As a student self-governed body it was formed in September, 1993.

Student Council has so far been presided by Emin Petrosyan, Arman Tsaturyan, Hayk Martirosyan (2005–2007), Gevorg Soghomonyan (2007–2009), Margarita Sirekanyan (2009–2012). Since October 2012 it has been headed by Eduard Avetisyan.

==Famous graduates==

- Marie Rose Abousefian
- Artashes Abrahamyan
- Ruben Adalyan
- Karen Aghamyan
- Sargis Arutchyan
- Vaghinak Aslanyan
- Hmayak Avetisyan
- Grigor Azizyan
- Arkady Baghdasaryan (Arko)
- Getik Baghdasaryan
- David Bejanyan
- Hovhannes Bejanyan
- Garegin Davtyan
- Robert Elibekyan
- Henri Elibekyan
- Saro Galents
- Vruir Galstian
- Ruben Ghevondyan
- Alexandr Grigoryan
- Anatoli Grigoryan
- Stella Grigoryan
- Mikayel Gyurjyan
- Ara Harutyunyan
- Hrant Hovsepyan
- Manuk Hovsepyan
- Aram Isabekyan
- Norayr Karganyan
- Grigor Khanjyan
- Seyran Khatlamajyan
- Henrik Mamyan
- Levon Manaseryan
- Sargis Muradyan
- Suren Nazaryan
- Anatoli Papyan
- Samvel Petrosyan
- Suren Safaryan
- Hambardzum Sahakyan
- Vladimir Sahakyan
- Mkrtich Sedrakyan
- Henrik Siravyan
- Levon Tokmajyan
- Varuzhan Vardanyan
- Vahan Xorenyan
- Rafael Ghazaryan
- Valery Geghamyan

==Exhibitions==
The academy has a permanent exhibition hall named after Albert and Tove Boyajian, opened on 1 May 2001.

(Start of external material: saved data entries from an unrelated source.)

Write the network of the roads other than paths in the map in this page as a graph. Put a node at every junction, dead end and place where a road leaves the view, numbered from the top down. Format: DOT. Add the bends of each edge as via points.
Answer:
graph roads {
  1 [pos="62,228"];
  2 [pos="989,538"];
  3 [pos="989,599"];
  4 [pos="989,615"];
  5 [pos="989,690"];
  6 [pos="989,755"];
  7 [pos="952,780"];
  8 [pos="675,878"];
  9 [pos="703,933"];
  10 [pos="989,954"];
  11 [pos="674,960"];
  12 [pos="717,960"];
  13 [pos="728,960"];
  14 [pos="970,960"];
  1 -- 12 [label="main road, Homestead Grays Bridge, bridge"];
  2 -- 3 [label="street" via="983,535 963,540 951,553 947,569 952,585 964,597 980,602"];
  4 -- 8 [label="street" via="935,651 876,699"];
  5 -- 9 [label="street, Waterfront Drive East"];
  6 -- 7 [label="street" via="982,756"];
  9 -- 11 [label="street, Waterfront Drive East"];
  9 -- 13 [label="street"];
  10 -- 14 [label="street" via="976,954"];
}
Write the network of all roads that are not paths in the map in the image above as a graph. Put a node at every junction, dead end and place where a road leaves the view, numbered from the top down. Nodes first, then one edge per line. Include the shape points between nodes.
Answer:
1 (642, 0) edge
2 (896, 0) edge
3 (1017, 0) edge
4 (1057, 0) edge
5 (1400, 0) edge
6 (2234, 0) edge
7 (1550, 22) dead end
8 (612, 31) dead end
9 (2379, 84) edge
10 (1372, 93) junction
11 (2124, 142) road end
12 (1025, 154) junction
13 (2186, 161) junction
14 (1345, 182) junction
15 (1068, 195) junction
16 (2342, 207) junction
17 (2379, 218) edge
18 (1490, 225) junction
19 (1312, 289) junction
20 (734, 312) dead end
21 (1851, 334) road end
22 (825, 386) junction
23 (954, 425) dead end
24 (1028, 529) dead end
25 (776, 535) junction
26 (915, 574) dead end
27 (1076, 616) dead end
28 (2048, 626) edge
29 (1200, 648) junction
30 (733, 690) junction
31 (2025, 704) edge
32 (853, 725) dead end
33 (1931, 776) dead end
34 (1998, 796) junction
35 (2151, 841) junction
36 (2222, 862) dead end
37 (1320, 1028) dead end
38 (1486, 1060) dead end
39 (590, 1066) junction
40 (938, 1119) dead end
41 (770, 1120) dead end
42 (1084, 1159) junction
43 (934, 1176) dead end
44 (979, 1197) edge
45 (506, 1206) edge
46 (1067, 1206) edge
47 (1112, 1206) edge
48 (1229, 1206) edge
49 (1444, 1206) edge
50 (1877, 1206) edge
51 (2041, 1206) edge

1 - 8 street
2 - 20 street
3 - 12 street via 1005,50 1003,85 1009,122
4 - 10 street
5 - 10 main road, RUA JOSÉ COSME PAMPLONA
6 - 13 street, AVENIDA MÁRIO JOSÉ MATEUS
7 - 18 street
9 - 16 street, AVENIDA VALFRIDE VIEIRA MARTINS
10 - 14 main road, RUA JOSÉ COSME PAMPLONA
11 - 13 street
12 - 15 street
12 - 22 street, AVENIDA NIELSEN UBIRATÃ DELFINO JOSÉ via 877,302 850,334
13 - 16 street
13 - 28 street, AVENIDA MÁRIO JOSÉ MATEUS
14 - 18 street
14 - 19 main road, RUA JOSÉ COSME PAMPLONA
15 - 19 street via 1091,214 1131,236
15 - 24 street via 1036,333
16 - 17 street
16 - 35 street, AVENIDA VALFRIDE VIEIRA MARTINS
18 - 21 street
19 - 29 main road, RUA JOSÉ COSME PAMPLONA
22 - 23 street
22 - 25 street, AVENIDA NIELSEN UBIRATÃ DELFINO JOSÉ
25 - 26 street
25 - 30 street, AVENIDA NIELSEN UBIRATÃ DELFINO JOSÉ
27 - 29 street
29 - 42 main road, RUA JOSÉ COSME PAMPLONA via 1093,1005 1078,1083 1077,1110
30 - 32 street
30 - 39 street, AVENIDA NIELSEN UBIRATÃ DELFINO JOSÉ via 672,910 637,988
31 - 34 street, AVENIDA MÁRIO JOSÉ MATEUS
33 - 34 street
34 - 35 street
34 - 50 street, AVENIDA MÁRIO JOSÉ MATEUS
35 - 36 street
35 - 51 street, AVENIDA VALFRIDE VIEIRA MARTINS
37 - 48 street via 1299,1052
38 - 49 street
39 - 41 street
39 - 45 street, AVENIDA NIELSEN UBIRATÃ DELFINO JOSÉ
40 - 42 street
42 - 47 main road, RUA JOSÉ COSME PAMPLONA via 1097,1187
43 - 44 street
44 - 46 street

==International relations==
The Yerevan State Academy of Fine Arts has international agreements with many French universities including the Marseille School of Fine Arts in France, Reims School of Art and Design, Limoges-Aubusson National School of Art, and Lyon State School of Fine Arts.

YSAFA also obtained a number of bilateral agreements of cooperation with higher educational institutions of many other countries including:
- Tomas Bata University in Zlín, Czech Republic,
- Saint Petersburg Stieglitz State Academy of Art and Design, Russia,
- Art Academy of Latvia, Riga,
- Information Systems Management Institute of Riga, Latvia.